A first, of sorts. I, er, ‘composed’ this entire… thing… at the piano, playing successive parts into instances of Atom. A single USB C cable from the Roland into the IPad Pro, no interfaces or dongles or whatnot required, a very slick workflow.

So what? I hear you yawn. Well, it’s just that this is a very novel way for me to work. (Given that I can’t play the piano, obviously.) Usually, I’m all about the auto generators and found sounds and File Player loops. But this was an actual instrument, fingers on keys in real time stuff. Metronomes, even.

As I say, weird. Not to mention: difficult. That actual playing an instrument thing is quite tricky, isn’t it?

As to what style it is… I dunno. I went with ‘chaos’. Seemed as accurate as anything. Maybe someone can tell me what genre this ought to be. Does it remind you of anything? (Other than a right old din, obviously.)

Comments

  • I listened to this while answering some sampler-related questions elsewhere, and I'd say the coverall genre would be "Experimental". However, given the underlying baet, it reminds me of a more Twelve-Tone Bossa Nova. Quite harsh in timbre lending to the chaos but also has an oddly satisfying vibe to it, like being in an alien lounge sipping on a martian cocktail laced with something akin to opium where you vibe out on a couch all afternoon.

  • @jwmmakerofmusic said:
    it reminds me of a more Twelve-Tone Bossa Nova.

    Nailed it!

    @jwmmakerofmusic said:
    like being in an alien lounge sipping on a martian cocktail laced with something akin to opium where you vibe out on a couch all afternoon.
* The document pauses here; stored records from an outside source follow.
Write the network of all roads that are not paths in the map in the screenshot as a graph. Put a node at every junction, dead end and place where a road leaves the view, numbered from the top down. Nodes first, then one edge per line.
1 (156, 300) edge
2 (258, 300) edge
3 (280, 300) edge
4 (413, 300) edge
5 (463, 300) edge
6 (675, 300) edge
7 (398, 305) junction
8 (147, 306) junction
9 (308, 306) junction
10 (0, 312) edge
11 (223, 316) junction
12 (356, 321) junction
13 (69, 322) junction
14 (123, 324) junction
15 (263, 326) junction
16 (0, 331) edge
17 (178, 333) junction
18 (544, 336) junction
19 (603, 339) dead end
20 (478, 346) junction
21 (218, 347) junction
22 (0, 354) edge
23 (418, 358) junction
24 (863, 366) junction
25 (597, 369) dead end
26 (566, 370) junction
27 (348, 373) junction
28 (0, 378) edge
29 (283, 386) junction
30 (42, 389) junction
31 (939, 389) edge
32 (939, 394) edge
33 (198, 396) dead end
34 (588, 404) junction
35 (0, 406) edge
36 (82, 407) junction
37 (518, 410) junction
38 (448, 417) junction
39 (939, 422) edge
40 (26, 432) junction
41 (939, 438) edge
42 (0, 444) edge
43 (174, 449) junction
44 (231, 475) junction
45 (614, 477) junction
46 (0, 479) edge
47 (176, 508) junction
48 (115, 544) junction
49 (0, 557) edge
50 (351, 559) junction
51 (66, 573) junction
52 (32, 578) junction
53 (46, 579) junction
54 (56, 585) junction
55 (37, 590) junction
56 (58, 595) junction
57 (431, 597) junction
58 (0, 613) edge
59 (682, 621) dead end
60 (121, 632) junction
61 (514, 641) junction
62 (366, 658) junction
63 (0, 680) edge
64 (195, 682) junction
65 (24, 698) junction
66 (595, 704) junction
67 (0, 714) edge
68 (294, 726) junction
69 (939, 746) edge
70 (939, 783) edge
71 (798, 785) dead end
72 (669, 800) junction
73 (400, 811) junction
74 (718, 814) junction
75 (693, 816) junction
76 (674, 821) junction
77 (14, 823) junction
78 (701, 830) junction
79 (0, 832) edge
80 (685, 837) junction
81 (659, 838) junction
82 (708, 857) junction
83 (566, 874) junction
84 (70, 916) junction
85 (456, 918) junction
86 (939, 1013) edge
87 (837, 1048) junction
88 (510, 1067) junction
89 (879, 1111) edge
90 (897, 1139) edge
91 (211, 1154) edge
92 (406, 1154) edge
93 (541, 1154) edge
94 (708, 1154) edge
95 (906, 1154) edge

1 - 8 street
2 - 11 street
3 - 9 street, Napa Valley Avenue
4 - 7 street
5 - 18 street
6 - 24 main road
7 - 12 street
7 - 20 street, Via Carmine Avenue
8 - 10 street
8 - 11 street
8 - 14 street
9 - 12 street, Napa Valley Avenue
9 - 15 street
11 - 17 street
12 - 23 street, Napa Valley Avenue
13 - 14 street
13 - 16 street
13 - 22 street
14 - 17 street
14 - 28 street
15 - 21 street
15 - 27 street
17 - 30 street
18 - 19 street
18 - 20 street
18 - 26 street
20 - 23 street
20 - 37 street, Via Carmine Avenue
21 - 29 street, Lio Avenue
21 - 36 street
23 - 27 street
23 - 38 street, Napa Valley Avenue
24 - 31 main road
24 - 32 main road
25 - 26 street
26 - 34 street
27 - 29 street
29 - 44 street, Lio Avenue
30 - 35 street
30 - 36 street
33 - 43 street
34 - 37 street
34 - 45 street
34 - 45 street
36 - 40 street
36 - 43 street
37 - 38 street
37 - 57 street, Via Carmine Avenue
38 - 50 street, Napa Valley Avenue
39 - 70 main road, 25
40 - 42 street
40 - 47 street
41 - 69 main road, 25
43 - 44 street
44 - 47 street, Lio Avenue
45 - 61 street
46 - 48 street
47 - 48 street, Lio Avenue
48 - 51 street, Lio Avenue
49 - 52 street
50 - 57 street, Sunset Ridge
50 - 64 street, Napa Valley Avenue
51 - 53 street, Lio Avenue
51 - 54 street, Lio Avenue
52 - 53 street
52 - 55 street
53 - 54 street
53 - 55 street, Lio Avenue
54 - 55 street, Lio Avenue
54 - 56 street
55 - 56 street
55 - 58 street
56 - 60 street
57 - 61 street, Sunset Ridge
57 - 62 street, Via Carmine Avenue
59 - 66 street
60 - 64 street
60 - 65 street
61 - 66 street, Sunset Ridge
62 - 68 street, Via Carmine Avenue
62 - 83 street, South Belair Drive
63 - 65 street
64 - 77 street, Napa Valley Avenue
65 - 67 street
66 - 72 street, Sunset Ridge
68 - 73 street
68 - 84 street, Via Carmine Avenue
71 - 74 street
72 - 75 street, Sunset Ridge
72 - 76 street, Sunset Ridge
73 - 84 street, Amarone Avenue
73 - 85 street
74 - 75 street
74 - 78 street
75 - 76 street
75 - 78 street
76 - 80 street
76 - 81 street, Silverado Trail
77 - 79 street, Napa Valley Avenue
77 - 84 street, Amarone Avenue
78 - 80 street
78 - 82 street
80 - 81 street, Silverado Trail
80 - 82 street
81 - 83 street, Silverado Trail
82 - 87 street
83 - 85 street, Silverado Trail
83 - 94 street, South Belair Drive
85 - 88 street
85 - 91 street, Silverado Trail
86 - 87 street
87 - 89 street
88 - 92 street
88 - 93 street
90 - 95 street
    You speak with the voice of experience 🤔

  • @jimhanks said:

    @jwmmakerofmusic said:
    it reminds me of a more Twelve-Tone Bossa Nova.

    Nailed it!

    @jwmmakerofmusic said:
    like being in an alien lounge sipping on a martian cocktail laced with something akin to opium where you vibe out on a couch all afternoon.

    You speak with the voice of experience 🤔

    😂🤣🤣 Never tried opium mate, but I've dabbled in weed before lol.

  • @Svetlovska said:

    A first, of sorts. I, er, ‘composed’ this entire… thing… at the piano, playing successive parts into instances of Atom. A single USB C cable from the Roland into the IPad Pro, no interfaces or dongles or whatnot required, a very slick workflow.

    So what? I hear you yawn. Well, it’s just that this is a very novel way for me to work. (Given that I can’t play the piano, obviously.) Usually, I’m all about the auto generators and found sounds and File Player loops. But this was an actual instrument, fingers on keys in real time stuff. Metronomes, even.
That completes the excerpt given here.